The wide array of proposed mechanisms by which melatonin might exert its anti-cancer effects have been reviewed elsewhere [60]. Increasing IL-2 might be one of them. Lymphocytes bear melatonin receptors [61]. Of central importance, melatonin exposure enhances lymphocyte's IL-2 synthesis [62, 63]. Empirically, oral melatonin, 20 mg per day given to hepatocellular patients along with transarterial catheter embolisation, increased circulating IL-2 compared to those receiving embolisation alone [64]. We would expect agomelatine and ramelteon to be even more potent and effective in this regard, given these drugs’ higher affinity to melatonin receptors and longer half-life than the natural ligand.

Caveats

Cancers have multiple dysregulated physiological systems that act together as an ensemble to mediate malignant behaviour. These dysregulated systems are different over time and space and are different in different parts of the same tumour, so single biopsy study will not give an accurate picture of the complete array of dysregulated systems active over time in a particular tumour. Growth driving systems are not stable; they shift. These systems cross-cover for each other when a pathway is blocked by our drug treatment, others easily take over, compensating for the inhibited pathway, implying a requirement for extensive polypharmacy for effective treatment, as in Nile Distributary Problem.

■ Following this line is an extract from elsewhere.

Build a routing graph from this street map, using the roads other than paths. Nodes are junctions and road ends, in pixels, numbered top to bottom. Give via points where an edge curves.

Several non-oncology drugs with ancillary attributes that inhibit these pathways can be used simultaneously to block enough pathways to stop growth. This requires an admittedly unpleasant extensive polypharmacy. CUSP9* [1] is the ten-drug treatment protocol for recurrent glioblastoma resulting from these considerations.

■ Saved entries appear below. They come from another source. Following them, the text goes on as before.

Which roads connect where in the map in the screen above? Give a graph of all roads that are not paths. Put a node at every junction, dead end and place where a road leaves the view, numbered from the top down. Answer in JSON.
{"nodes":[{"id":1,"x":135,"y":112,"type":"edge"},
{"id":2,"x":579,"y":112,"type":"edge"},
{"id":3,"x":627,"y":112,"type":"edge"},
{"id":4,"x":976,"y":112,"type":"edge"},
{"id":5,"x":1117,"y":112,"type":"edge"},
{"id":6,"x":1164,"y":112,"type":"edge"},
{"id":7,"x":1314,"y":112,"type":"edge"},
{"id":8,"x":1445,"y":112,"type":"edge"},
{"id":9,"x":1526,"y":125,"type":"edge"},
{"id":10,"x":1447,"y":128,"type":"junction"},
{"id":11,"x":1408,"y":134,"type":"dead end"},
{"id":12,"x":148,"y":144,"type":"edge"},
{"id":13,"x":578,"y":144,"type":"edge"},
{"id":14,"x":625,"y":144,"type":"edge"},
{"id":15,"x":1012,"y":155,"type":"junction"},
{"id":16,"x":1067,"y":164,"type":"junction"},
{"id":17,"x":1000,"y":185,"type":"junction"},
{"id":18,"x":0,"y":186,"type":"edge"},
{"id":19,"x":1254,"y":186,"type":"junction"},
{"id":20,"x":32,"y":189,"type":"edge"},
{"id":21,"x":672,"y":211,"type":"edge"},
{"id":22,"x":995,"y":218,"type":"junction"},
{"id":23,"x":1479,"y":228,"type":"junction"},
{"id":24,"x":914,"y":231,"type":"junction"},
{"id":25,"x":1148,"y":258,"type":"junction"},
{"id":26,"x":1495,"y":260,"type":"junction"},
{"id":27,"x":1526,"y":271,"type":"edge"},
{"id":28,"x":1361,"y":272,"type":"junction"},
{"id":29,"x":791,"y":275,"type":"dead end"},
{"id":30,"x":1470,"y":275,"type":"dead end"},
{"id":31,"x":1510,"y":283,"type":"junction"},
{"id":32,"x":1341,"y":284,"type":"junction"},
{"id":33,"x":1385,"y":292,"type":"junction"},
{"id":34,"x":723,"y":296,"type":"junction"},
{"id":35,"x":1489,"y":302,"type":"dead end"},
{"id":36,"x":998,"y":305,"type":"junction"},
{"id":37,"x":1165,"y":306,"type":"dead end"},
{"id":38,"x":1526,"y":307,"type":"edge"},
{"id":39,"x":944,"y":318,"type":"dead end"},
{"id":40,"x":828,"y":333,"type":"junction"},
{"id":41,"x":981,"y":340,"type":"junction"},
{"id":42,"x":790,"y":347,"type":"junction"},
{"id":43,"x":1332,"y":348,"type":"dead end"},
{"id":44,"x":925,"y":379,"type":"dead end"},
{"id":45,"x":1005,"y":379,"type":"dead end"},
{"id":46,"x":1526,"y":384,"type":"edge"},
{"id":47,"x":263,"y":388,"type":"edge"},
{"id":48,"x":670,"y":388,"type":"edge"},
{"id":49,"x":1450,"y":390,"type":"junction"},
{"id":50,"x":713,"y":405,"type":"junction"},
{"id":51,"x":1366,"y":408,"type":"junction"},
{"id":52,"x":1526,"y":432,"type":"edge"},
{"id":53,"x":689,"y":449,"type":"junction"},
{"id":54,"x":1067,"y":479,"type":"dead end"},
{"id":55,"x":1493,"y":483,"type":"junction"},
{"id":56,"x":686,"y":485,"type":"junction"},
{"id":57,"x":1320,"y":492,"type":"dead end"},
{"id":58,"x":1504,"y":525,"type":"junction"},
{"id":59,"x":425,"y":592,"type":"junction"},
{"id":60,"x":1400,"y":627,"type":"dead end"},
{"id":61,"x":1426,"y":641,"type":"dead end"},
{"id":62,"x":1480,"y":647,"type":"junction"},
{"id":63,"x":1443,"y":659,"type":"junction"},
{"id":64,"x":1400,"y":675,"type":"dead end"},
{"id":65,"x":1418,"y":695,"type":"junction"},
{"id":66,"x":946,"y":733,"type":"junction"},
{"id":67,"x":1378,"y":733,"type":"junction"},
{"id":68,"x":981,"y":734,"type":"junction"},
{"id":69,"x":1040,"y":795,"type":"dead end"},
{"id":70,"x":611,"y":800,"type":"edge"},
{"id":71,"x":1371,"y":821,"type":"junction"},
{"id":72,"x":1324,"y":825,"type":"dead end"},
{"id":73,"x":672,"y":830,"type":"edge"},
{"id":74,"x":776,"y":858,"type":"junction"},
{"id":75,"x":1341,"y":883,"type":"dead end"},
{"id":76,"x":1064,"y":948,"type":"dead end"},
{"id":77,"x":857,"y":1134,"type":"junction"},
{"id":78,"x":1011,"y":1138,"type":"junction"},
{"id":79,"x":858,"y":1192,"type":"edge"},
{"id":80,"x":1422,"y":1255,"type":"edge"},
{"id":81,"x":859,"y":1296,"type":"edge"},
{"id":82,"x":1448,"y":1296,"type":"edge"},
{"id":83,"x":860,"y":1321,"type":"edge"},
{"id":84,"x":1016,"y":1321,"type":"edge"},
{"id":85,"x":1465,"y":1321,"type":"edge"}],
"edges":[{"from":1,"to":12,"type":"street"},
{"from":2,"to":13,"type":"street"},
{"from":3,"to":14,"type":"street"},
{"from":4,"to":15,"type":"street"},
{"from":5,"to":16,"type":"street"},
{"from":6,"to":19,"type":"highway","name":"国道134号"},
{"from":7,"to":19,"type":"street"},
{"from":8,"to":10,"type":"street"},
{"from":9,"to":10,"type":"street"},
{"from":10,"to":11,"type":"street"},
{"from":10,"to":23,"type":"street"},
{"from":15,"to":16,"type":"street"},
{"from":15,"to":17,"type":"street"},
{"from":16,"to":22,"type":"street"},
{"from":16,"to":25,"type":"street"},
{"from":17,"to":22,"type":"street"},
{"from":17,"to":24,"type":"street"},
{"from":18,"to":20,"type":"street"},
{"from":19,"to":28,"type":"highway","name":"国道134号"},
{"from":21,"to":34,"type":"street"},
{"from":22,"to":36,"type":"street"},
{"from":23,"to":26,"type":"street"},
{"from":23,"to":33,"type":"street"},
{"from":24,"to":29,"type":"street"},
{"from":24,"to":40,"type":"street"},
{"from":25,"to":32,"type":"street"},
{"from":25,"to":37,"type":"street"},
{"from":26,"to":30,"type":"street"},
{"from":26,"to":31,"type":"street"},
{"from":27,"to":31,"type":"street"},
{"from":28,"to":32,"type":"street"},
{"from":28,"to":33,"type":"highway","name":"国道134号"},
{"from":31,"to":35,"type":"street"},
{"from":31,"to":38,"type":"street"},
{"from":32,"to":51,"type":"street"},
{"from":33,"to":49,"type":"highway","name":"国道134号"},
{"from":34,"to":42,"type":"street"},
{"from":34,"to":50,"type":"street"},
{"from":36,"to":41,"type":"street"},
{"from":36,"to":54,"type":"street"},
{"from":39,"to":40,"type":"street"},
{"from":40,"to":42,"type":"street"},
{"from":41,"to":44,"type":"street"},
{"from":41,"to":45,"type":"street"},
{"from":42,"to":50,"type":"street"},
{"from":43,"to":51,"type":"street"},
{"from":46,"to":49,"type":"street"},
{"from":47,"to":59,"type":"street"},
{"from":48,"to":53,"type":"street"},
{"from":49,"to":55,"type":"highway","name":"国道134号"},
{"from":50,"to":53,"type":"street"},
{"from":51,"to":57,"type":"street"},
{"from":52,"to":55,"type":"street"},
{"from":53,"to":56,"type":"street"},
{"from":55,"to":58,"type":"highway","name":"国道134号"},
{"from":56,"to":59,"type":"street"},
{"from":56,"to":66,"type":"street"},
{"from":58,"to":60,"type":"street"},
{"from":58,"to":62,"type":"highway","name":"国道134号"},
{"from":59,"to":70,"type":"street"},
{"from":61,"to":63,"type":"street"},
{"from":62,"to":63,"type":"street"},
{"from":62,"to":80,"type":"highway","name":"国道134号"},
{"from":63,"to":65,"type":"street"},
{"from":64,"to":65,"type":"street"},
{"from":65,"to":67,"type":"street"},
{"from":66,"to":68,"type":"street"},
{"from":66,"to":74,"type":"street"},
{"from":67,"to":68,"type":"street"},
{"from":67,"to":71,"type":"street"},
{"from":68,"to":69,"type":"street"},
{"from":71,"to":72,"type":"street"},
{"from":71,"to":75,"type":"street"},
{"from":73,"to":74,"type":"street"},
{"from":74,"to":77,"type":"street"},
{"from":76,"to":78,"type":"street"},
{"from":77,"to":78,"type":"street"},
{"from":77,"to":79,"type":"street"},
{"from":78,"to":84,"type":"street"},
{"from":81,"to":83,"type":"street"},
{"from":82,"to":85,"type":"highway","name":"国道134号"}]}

There is debate as to what degree the antioxidant effect of melatonin is mediated by the molecule itself or intracellular physiological events consequent to M1 or M2 agonism [65, 66]. Since several elements of CUSP9* increase intracellular reactive oxygen species (ROS), and by design such an ROS increase contributes to anti-glioblastoma action, melatonin agonists like agomelatine or ramelteon might best be combined with polypharmaceutical regimens that do not rely on or mediate an increase in intracellular ROS as part of their mechanism of anti-cancer action, until this matter is settled. In other words, melatonin agonists might not be suitable for combination with CUSP9* itself. Given the data on melatonin's potent enhancing of temozolamide cytotoxicity to glioma cell lines [35], adjuvant agomelatine or ramelteon might be best used during initial Stupp Protocol treatment (temozolamide with 60 Gy irradiation) [3].

Conclusions

The limited progress in treating glioblastoma evident over the last decades prompts us to look beyond the traditional array of cytotoxic drugs for new paths to attack this hardy cancer. To augment the current standard cytotoxic drug in glioblastoma, temozolamide, we have briefly outlined past data showing how glioblastoma cells express both melatonin receptors M1 and M2, the stimulation of which seems to be a negative regulator of glioblastoma cell growth. We have readily available, potent, and well-tolerated M1 and M2 agonist drugs agomelatine [EMA approved, marketed in EU] and ramelteon [FDA approved, marketed in the USA]. These melatonin receptor agonists have significant advantages over the natural ligand: longer half-life, better oral absorption, and higher affinity to melatonin receptors.

The Stupp Protocol, maximal feasible resection, irradiation, and classic cytotoxic chemotherapy with temozolamide [3] is the current standard initial treatment for glioblastoma. As outlined, ideally agomelatine or ramelteon would be part of a coordinated polypharmacy. However, at the least, given three prominent facts: i) survival more than two years after diagnosis is still unusual, ii) agomelatine and ramelteon are exceptionally well-tolerated, very low risk medicines, and iii) the outlined data showing melatonergic agonism augments temozolamide cytotoxicity to glioblastoma cells, the risk/benefit of adding agomelatine or ramelteon to standard Stupp Protocol is highly skewed to proceeding to study such addition.

As in the Preamble, adjunctive agomelatine and ramelteon added during an appropriate phase of glioblastoma treatment might be an effective way to apply more force, making a dent in this heretofore intractable disease.

The author declares no conflict of interest.